(SUPPLIED MATERIAL)

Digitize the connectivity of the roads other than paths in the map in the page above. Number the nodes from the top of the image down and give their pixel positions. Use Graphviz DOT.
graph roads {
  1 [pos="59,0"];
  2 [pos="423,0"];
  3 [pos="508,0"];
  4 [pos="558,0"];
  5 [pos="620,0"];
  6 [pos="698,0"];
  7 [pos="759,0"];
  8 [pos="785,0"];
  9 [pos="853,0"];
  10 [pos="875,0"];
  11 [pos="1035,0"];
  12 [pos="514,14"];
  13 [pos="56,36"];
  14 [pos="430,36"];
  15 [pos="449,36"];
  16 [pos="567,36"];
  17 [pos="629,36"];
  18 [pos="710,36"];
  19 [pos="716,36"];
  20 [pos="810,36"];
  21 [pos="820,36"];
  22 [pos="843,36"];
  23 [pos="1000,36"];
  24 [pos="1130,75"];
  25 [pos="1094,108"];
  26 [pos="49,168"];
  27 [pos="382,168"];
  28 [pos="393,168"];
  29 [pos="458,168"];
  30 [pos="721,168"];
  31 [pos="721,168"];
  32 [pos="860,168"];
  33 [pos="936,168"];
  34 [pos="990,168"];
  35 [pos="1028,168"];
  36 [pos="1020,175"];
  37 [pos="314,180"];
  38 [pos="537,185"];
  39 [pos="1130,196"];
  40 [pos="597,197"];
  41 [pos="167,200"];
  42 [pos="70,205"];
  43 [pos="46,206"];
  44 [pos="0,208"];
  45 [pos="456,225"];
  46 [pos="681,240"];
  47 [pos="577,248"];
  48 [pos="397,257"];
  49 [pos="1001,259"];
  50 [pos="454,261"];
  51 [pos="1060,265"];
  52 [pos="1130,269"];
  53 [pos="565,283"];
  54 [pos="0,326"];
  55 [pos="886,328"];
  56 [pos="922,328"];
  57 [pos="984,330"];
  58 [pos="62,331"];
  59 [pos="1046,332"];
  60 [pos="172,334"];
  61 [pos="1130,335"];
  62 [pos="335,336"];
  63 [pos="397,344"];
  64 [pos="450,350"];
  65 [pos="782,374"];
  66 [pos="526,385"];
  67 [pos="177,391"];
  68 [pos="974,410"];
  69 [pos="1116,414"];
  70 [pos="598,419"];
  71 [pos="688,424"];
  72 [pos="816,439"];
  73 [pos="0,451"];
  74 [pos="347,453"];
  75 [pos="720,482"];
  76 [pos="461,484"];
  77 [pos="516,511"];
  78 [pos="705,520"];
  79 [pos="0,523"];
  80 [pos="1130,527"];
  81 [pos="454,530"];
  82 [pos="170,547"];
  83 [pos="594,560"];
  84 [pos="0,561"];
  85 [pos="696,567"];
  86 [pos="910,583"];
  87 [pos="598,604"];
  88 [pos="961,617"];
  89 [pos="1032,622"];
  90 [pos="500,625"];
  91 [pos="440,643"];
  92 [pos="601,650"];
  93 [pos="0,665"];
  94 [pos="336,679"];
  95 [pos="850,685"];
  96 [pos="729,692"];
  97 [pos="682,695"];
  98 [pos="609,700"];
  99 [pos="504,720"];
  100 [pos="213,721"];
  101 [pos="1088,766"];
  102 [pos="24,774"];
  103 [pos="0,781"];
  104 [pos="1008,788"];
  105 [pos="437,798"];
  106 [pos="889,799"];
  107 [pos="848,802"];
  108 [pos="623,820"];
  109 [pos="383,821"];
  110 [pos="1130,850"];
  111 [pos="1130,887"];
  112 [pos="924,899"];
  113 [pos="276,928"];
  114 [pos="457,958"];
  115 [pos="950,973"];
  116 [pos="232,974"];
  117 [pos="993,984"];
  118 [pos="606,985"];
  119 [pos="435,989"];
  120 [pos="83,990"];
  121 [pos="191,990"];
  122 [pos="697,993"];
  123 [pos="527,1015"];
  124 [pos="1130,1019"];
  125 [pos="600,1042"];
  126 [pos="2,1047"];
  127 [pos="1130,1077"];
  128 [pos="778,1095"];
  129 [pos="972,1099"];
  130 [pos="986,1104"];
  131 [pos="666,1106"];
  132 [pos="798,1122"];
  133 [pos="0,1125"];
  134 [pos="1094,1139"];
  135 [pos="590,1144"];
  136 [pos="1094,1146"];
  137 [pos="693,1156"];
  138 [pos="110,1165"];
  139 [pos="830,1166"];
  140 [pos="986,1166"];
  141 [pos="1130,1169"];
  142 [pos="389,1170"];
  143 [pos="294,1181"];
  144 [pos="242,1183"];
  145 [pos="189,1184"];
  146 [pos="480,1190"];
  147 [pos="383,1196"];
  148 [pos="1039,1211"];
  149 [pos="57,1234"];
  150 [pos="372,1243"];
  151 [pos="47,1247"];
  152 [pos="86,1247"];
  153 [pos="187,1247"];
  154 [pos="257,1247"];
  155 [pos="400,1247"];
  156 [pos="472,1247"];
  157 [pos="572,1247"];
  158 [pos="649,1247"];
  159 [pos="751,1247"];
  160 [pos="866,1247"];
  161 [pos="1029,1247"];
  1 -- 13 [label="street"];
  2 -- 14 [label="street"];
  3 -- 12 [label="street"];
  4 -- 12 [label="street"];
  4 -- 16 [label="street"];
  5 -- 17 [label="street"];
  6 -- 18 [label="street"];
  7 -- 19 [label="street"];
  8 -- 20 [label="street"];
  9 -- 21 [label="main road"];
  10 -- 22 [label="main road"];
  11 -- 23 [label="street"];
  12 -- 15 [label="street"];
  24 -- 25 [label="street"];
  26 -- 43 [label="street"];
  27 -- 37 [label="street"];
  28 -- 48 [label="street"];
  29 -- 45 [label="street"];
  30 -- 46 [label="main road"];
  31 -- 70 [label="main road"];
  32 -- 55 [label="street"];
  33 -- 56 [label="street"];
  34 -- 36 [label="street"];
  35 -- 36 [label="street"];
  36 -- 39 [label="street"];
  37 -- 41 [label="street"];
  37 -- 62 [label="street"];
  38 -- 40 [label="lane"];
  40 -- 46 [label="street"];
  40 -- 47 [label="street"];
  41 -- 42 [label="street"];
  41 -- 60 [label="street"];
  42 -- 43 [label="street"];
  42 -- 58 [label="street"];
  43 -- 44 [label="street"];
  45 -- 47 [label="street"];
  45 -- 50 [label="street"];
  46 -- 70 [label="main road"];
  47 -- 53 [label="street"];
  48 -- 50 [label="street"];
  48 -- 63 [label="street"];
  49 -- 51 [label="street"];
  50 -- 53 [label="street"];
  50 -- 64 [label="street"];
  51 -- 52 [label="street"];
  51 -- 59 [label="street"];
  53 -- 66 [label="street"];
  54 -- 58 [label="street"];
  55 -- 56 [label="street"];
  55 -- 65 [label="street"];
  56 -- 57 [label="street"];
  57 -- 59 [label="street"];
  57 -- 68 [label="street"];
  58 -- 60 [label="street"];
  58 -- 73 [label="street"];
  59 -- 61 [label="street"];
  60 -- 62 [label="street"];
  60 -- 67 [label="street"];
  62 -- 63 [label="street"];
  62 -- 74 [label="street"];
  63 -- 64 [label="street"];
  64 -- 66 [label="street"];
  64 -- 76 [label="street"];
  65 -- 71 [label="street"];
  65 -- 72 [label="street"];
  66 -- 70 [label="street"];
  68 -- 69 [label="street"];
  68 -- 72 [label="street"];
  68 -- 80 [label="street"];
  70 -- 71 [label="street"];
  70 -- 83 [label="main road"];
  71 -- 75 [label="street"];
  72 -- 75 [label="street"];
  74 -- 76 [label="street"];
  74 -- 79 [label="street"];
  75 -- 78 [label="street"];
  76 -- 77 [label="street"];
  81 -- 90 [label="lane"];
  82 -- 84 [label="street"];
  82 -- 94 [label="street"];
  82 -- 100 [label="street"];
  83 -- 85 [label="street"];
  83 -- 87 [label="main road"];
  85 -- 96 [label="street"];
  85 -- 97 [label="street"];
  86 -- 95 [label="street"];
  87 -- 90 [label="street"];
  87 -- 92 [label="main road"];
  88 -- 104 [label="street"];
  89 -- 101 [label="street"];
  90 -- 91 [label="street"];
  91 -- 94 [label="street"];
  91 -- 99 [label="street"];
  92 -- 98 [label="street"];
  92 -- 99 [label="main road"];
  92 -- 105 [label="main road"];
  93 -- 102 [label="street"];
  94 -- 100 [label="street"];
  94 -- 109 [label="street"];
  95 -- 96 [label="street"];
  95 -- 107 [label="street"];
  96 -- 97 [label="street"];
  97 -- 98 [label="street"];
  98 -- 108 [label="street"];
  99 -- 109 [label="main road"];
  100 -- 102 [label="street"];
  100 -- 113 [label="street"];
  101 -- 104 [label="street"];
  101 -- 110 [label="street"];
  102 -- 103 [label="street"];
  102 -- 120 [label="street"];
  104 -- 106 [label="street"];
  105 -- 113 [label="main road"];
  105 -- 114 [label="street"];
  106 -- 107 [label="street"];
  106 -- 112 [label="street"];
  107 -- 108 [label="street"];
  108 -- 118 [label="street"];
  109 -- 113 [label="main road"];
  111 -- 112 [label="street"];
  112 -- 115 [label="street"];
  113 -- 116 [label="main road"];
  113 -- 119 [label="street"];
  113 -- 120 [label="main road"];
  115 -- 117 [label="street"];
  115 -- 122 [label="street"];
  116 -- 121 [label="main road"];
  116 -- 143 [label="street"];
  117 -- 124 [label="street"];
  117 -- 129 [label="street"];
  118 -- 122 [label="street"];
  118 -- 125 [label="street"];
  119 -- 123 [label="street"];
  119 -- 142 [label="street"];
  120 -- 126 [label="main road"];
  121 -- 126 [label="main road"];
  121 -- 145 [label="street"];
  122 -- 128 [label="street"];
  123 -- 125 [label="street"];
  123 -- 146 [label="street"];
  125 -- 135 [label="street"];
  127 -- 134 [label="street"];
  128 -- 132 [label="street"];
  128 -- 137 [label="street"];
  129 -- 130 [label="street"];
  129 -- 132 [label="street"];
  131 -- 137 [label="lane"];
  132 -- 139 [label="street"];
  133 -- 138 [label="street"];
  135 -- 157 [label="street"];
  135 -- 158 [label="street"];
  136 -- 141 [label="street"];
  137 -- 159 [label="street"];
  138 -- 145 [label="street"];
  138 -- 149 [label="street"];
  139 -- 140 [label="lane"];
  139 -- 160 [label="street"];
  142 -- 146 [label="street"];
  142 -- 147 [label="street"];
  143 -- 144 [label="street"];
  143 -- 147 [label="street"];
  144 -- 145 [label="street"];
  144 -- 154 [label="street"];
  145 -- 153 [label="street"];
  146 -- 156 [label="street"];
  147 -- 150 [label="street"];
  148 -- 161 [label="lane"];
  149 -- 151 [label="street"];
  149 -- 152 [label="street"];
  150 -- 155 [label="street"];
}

(End SUPPLIED MATERIAL)

● **TASK DIRECTIONS**
Within these records, how many lines include the word "roads"? The reply should be that number alone.

● **WRITTEN ANSWER**
2